The Government of Denmark announced a series of moves aimed at addressing the climate and nature impact of the country’s agricultural sector, including plans to introduce a carbon tax on emissions from livestock. The initiative forms part of a new “Green Tripartite” agreement, including the government, environmental organizations, agricultural sector associations and unions.

Agriculture has emerged as a major focus area for sustainability and climate action, as the sector accounts for a significant proportion of global greenhouse gas (GHG) emissions, and among the most difficult areas to address climate impact. According to the UN’s Food and Agriculture Organization, while meat, milk and eggs provide 34% of the protein consumed globally, total emissions from global livestock represent 14.5% of all anthropogenic GHG emissions. The livestock sector faces several other environmental challenges, ranging from deforestation to land and water use, in addition other sustainability issues such as ethical treatment of animals.

The sector’s environmental impact has been difficult to address, however, particularly due to the effect and cost of regulations on farmers. In the EU, for example, several key climate-focused initiatives, such as the recently passed Nature Restoration Law, have been delayed or adjusted over the past several months following protests from farmers focused largely on the cost and impact of environmental rules and regulations.

Denmark’s new initiative includes the introduction of a carbon tax on livestock, the first in the world, according to the government, beginning in 2030. Under the new program, livestock producers will be charged an effective tax of DKK 120 (USD$17) per ton of CO2e at the initiation of the tax, ramping to DKK 300 (USD$43) in 2035.

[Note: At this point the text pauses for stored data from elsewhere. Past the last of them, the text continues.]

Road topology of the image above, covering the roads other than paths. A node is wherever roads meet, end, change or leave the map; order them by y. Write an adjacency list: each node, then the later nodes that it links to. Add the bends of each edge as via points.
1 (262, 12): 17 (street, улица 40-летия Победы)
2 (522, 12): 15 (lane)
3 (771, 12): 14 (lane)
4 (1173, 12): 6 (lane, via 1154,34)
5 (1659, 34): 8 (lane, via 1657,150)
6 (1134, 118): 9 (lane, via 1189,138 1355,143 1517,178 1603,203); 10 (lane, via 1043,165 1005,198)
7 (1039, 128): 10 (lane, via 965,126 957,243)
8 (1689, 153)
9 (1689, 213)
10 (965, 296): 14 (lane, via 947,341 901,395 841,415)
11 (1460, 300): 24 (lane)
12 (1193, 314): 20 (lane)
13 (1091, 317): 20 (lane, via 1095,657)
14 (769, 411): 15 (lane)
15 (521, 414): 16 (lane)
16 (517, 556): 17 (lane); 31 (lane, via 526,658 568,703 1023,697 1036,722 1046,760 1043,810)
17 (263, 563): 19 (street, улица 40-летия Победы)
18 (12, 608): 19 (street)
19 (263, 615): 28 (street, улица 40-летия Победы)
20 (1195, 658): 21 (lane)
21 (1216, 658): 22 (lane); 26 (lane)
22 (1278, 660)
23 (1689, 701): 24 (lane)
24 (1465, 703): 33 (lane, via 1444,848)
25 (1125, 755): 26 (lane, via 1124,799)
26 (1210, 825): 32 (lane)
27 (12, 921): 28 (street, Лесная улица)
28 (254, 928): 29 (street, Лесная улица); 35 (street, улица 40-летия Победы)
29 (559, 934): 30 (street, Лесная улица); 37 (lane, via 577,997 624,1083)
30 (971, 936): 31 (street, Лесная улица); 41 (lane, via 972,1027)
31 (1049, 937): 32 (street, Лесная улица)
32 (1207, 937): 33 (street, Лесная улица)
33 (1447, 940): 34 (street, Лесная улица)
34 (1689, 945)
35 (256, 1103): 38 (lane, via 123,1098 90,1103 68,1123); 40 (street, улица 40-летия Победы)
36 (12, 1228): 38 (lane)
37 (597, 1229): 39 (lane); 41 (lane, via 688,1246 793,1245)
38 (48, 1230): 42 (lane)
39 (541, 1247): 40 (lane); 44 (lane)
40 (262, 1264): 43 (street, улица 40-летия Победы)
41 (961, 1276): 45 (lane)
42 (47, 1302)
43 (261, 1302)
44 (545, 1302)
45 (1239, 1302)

According to the government, the proceeds from the livestock tax will be returned to the industry in 2030 – 2031 in the form of a transition support pool to support the green transition of the sector, with use of proceeds to be revisited in 2032.

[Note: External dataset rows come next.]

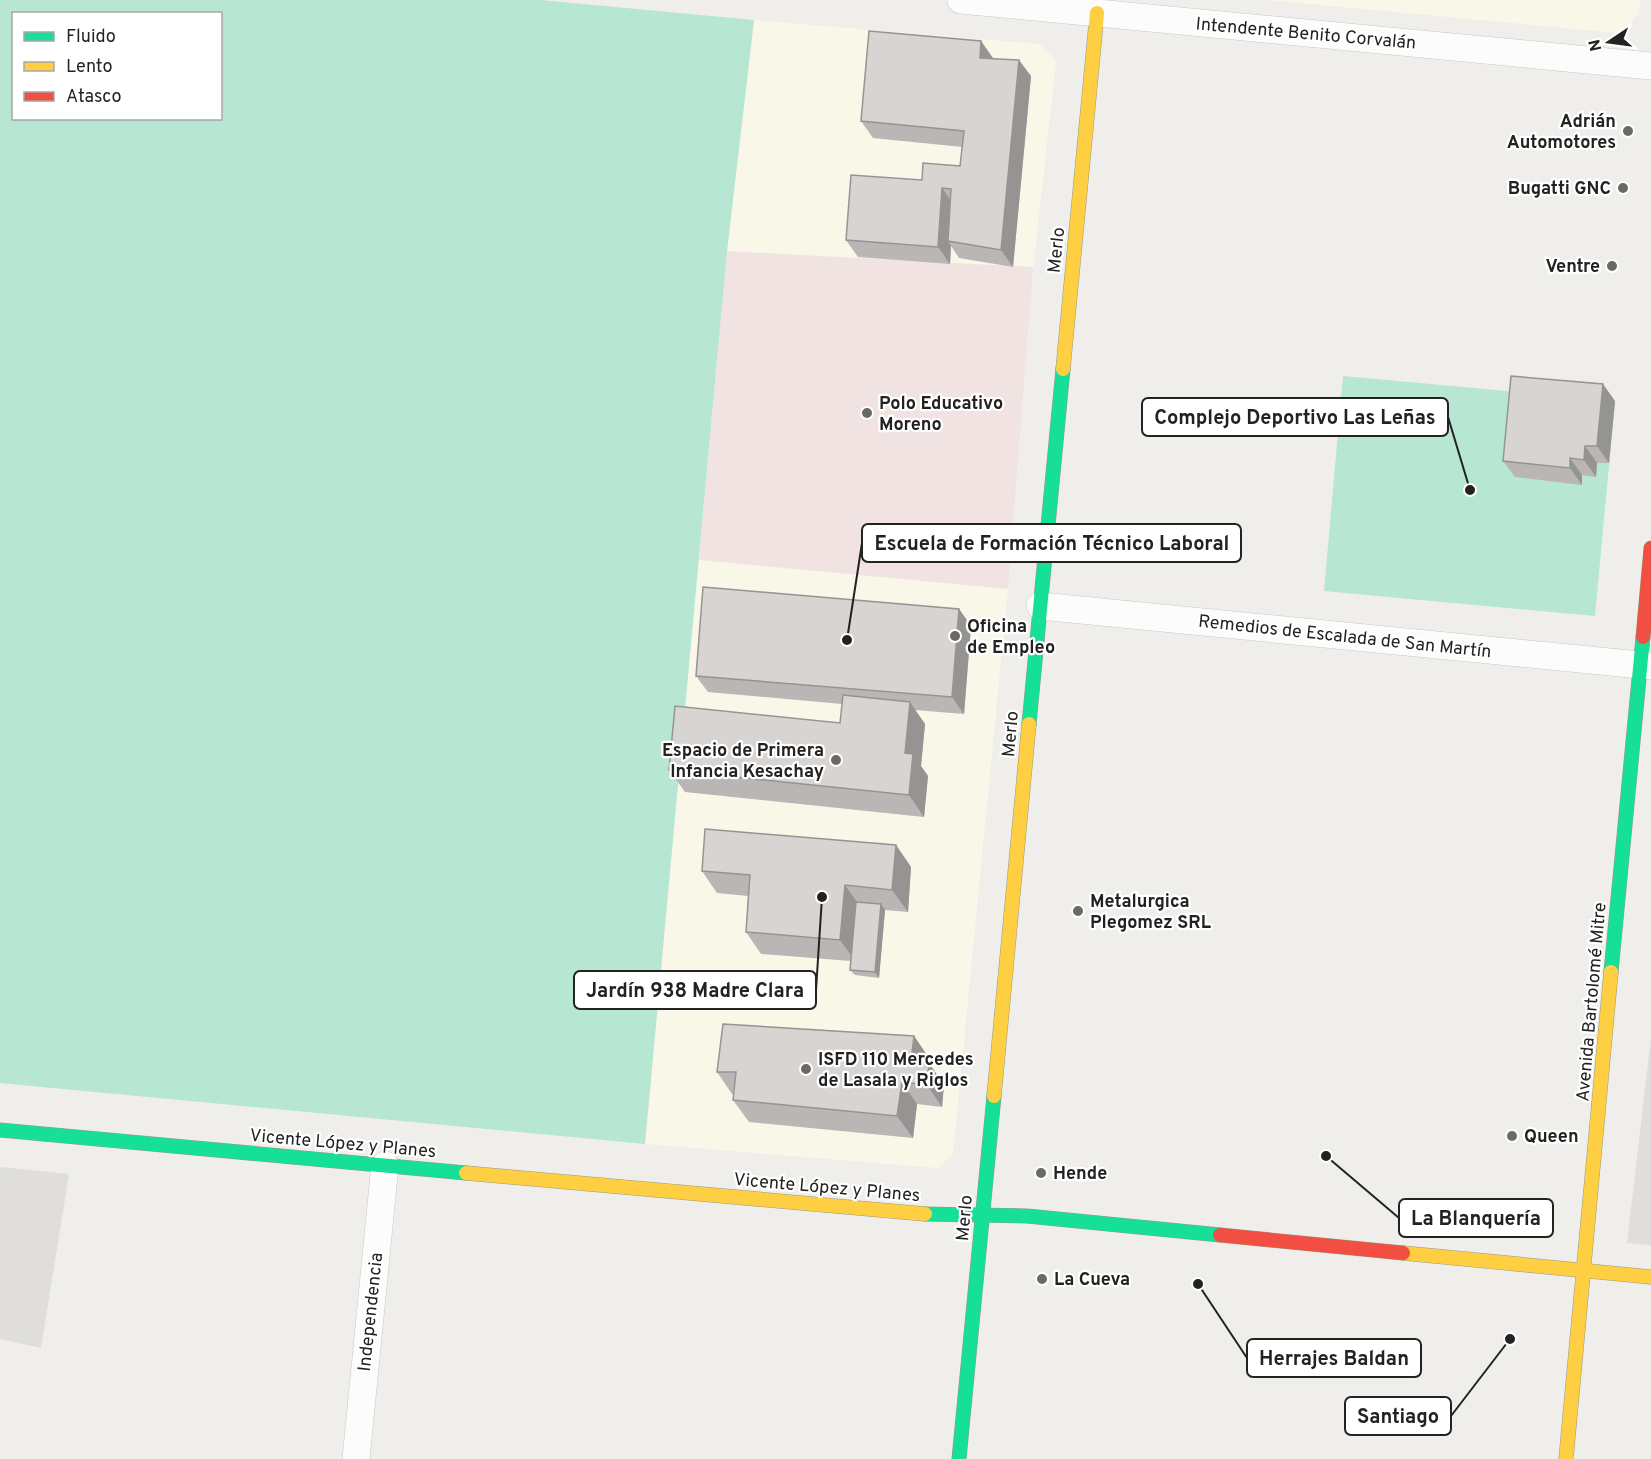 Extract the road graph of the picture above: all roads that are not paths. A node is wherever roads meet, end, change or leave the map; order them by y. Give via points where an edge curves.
1 (961, 0) edge
2 (1097, 13) junction
3 (1651, 66) edge
4 (1651, 548) edge
5 (1040, 606) junction
6 (1645, 665) edge
7 (0, 1130) edge
8 (385, 1165) junction
9 (982, 1216) junction
10 (1583, 1270) junction
11 (1651, 1277) edge
12 (356, 1459) edge
13 (959, 1459) edge
14 (1566, 1459) edge

1 - 2 street, Intendente Benito Corvalán
2 - 3 street, Intendente Benito Corvalán
2 - 5 street, Merlo
4 - 6 street, Avenida Bartolomé Mitre
5 - 6 street, Remedios de Escalada de San Martín
5 - 9 street, Merlo
6 - 10 street, Avenida Bartolomé Mitre
7 - 8 street, Vicente López y Planes
8 - 9 street, Vicente López y Planes via 942,1216
8 - 12 street, Independencia
9 - 10 street, Vicente López y Planes via 1027,1216
9 - 13 street, Merlo
10 - 11 street, Vicente López y Planes
10 - 14 street, Avenida Bartolomé Mitre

The agreement also includes the launch of a new DKK 40 billion (USD$5.7 billion) Green Area Fund targeting initiatives such as afforestation, extraction of low-lying land, strategic land acquisition, in addition to plans to develop 250,000 hectares of forest, and a new DKK 10 billion (USD$1.4 billion) subsidy scheme for the storage of biochar.

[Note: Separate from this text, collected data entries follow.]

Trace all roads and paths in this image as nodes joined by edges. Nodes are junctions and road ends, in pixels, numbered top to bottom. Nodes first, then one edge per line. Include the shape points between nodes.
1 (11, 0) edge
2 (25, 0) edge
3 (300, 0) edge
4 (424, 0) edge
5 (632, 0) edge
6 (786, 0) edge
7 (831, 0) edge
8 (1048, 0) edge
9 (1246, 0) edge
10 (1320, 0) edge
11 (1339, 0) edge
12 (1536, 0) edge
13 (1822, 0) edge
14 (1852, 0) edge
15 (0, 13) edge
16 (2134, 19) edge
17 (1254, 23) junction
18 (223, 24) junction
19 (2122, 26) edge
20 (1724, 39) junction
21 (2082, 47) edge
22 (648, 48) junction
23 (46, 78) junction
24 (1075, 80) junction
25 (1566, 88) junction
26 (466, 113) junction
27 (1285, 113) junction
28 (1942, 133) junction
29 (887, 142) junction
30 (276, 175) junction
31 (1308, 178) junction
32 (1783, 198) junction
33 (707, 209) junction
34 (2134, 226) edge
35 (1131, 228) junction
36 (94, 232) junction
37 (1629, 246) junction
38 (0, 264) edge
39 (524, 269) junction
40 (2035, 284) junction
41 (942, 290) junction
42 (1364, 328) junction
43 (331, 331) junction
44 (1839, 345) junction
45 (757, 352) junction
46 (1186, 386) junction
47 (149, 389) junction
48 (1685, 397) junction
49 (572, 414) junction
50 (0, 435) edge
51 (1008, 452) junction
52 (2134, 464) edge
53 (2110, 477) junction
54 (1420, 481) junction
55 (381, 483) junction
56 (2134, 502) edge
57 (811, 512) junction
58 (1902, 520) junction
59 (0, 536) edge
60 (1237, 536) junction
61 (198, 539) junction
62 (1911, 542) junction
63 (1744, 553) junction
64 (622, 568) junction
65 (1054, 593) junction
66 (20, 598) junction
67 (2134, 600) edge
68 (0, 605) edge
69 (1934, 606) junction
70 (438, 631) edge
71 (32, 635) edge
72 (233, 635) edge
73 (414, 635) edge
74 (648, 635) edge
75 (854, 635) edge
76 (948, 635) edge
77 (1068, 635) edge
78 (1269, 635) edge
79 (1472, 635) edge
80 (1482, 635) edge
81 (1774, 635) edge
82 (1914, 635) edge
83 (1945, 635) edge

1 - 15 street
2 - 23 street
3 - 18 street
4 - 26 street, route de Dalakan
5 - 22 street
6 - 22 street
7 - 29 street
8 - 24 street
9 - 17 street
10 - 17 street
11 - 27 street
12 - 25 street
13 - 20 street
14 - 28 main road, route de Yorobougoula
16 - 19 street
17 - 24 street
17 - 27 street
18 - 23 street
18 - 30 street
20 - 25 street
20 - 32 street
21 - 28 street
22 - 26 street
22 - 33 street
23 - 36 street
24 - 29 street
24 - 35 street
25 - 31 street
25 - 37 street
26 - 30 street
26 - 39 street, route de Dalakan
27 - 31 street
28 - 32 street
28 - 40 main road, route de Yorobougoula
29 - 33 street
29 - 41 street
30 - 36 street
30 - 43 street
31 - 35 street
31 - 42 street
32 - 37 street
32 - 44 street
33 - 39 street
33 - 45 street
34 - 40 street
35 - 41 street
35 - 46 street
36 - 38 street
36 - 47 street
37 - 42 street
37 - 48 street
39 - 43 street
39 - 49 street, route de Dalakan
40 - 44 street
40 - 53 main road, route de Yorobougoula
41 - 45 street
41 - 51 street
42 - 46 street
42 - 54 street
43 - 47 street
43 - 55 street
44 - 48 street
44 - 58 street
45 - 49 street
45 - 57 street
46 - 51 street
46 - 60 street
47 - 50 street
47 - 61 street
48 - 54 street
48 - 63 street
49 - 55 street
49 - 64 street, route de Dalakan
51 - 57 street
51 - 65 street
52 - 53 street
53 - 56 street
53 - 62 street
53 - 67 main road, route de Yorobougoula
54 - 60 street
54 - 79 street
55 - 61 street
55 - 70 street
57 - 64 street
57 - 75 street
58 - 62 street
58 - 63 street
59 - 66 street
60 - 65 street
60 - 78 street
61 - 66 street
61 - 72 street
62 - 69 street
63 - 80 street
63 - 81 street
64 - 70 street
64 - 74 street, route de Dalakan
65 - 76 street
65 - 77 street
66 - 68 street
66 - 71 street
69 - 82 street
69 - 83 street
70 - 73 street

In total, the government estimated that the new initiatives will reduce emissions by 1.8 million tonnes of CO2e in 2030.

Tax Minister Jeppe Bruus said:

“As Minister of Taxation, I am proud that the green tripartite is today presenting an agreement that contains an ambitious CO 2 e-tax on Danish agriculture. With the agreement, we will reach our climate goals in 2030, and we will take a big step closer to becoming climate neutral in 2045. We will be the first country in the world to introduce a real CO 2 e-tax on agriculture. Other countries will be inspired by it.”

Following the announced agreement, EY EMEIA Sustainability Tax Leader Alenka Turnsek called the new package a “critical step towards Denmark meeting its Paris agreement target and goals under the Global Biodiversity Framework,” but noted that unilateral nature of the carbon tax on livestock “raises questions about its potential disproportionate impact on Danish farmers, suggesting that an EU-wide carbon pricing mechanism might be more suitable.”

Turnsek added:

“With global food security concerns and the expected increase in demand for food, particularly meat, governments must find ways to reduce the agricultural sector’s GHG emissions and other negative environmental impacts. This includes both product and demand-side measures. A well-funded transition in production, along with a change in consumer behaviour, is crucial to achieving the Paris Agreement and Global Biodiversity Framework targets covering GHG emission reductions and also  managing water and other ecosystem resources sustainably to meet future food needs and create resilient food systems.”